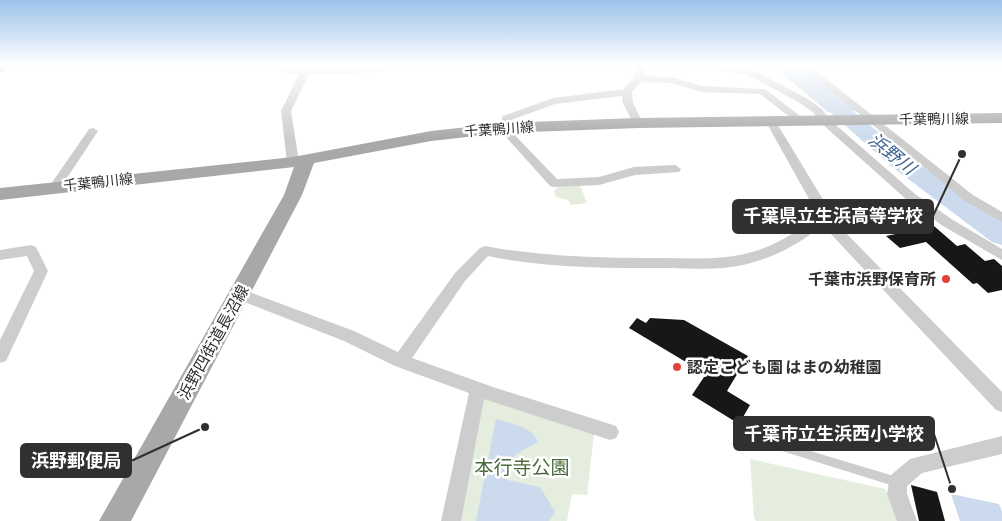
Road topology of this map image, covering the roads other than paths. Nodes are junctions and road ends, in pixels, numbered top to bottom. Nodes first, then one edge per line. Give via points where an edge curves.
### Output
1 (296, 90) edge
2 (751, 90) edge
3 (784, 90) edge
4 (837, 90) edge
5 (626, 92) joint
6 (1002, 118) edge
7 (874, 120) junction
8 (827, 121) junction
9 (771, 122) junction
10 (802, 122) junction
11 (638, 123) junction
12 (503, 128) junction
13 (93, 131) dead end
14 (300, 161) junction
15 (675, 168) dead end
16 (55, 187) junction
17 (0, 194) edge
18 (825, 216) junction
19 (1002, 218) edge
20 (1002, 256) edge
21 (2, 257) edge
22 (239, 294) junction
23 (0, 356) edge
24 (401, 361) junction
25 (478, 390) junction
26 (1002, 404) edge
27 (610, 432) dead end
28 (747, 436) dead end
29 (1002, 445) edge
30 (898, 482) junction
31 (114, 521) edge
32 (450, 521) edge
33 (907, 521) edge

1 - 14 street via 286,111
2 - 10 street via 762,91
3 - 8 street via 818,111
4 - 7 street
5 - 11 street
5 - 12 street via 553,101 508,118
6 - 7 main road, 千葉鴨川線
7 - 8 main road, 千葉鴨川線
7 - 19 street via 969,198
8 - 10 main road, 千葉鴨川線
8 - 20 street via 911,197
9 - 10 main road, 千葉鴨川線
9 - 11 main road, 千葉鴨川線
9 - 18 street
11 - 12 main road, 千葉鴨川線
12 - 14 main road, 千葉鴨川線 via 431,136
12 - 15 street via 554,183 598,181 634,171
13 - 16 street
14 - 16 main road, 千葉鴨川線
14 - 22 main road, 浜野四街道長沼線 via 293,195
16 - 17 main road, 千葉鴨川線
18 - 24 street via 800,238 771,251 716,263 572,263 485,251 460,277
18 - 26 street
21 - 23 street via 31,250 41,271
22 - 24 street via 349,336
22 - 31 main road, 浜野四街道長沼線
24 - 25 street
25 - 27 street
25 - 32 street
28 - 30 lane
29 - 30 street via 917,465
30 - 33 street via 898,494

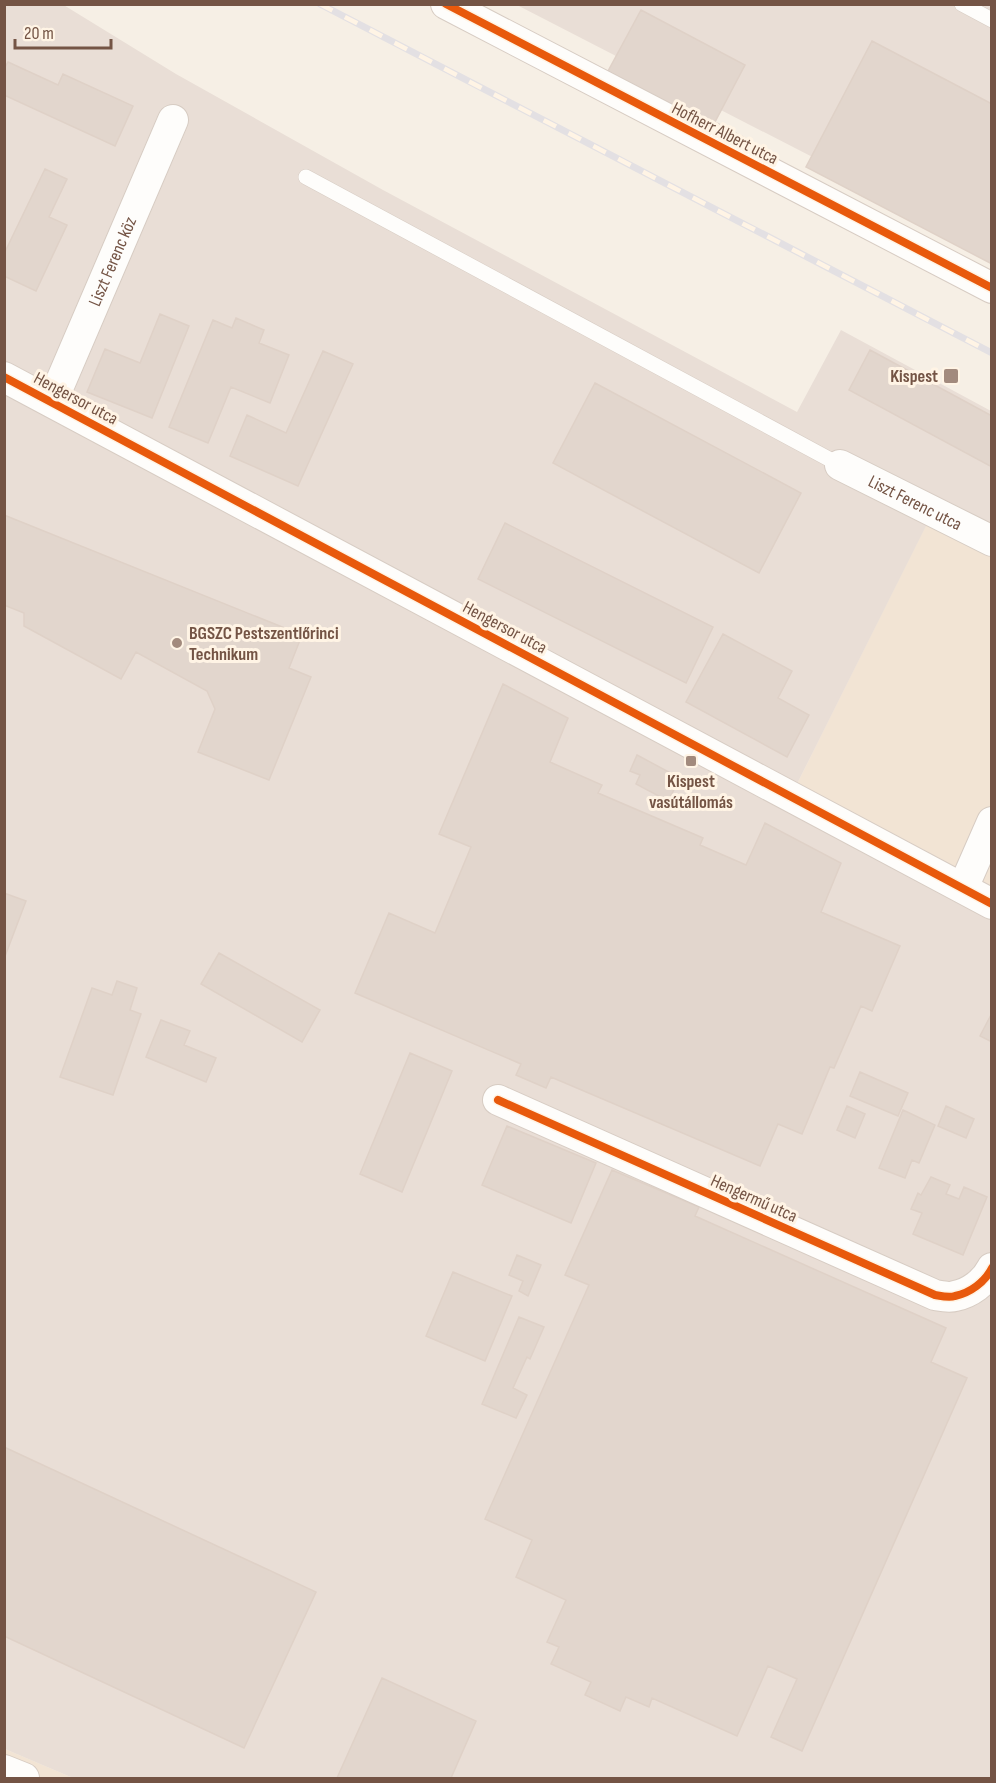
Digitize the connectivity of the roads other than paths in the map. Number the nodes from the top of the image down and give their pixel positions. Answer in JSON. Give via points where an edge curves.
{"nodes":[{"id":1,"x":446,"y":4,"type":"edge"},
{"id":2,"x":963,"y":4,"type":"edge"},
{"id":3,"x":992,"y":20,"type":"edge"},
{"id":4,"x":173,"y":120,"type":"dead end"},
{"id":5,"x":306,"y":177,"type":"dead end"},
{"id":6,"x":992,"y":288,"type":"edge"},
{"id":7,"x":4,"y":377,"type":"edge"},
{"id":8,"x":52,"y":402,"type":"junction"},
{"id":9,"x":840,"y":465,"type":"joint"},
{"id":10,"x":992,"y":541,"type":"edge"},
{"id":11,"x":992,"y":822,"type":"edge"},
{"id":12,"x":963,"y":888,"type":"junction"},
{"id":13,"x":992,"y":904,"type":"edge"},
{"id":14,"x":498,"y":1100,"type":"dead end"},
{"id":15,"x":992,"y":1268,"type":"edge"},
{"id":16,"x":4,"y":1770,"type":"edge"},
{"id":17,"x":24,"y":1779,"type":"edge"}],
"edges":[{"from":1,"to":6,"type":"street","name":"Hofherr Albert utca"},
{"from":2,"to":3,"type":"lane"},
{"from":4,"to":8,"type":"street","name":"Liszt Ferenc köz"},
{"from":5,"to":9,"type":"lane"},
{"from":7,"to":8,"type":"street","name":"Hengersor utca"},
{"from":8,"to":12,"type":"street","name":"Hengersor utca"},
{"from":9,"to":10,"type":"street","name":"Liszt Ferenc utca"},
{"from":11,"to":12,"type":"street"},
{"from":12,"to":13,"type":"street","name":"Hengersor utca"},
{"from":14,"to":15,"type":"street","name":"Hengermű utca","via":[[935,1295],[954,1297],[973,1289]]},
{"from":16,"to":17,"type":"street"}]}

^^^^

**Task prompt**
Read the listing line by line, and copy each line in which the word "lane" is found.

**Expected answer**
28 - 30 lane
{"from":2,"to":3,"type":"lane"},
{"from":5,"to":9,"type":"lane"},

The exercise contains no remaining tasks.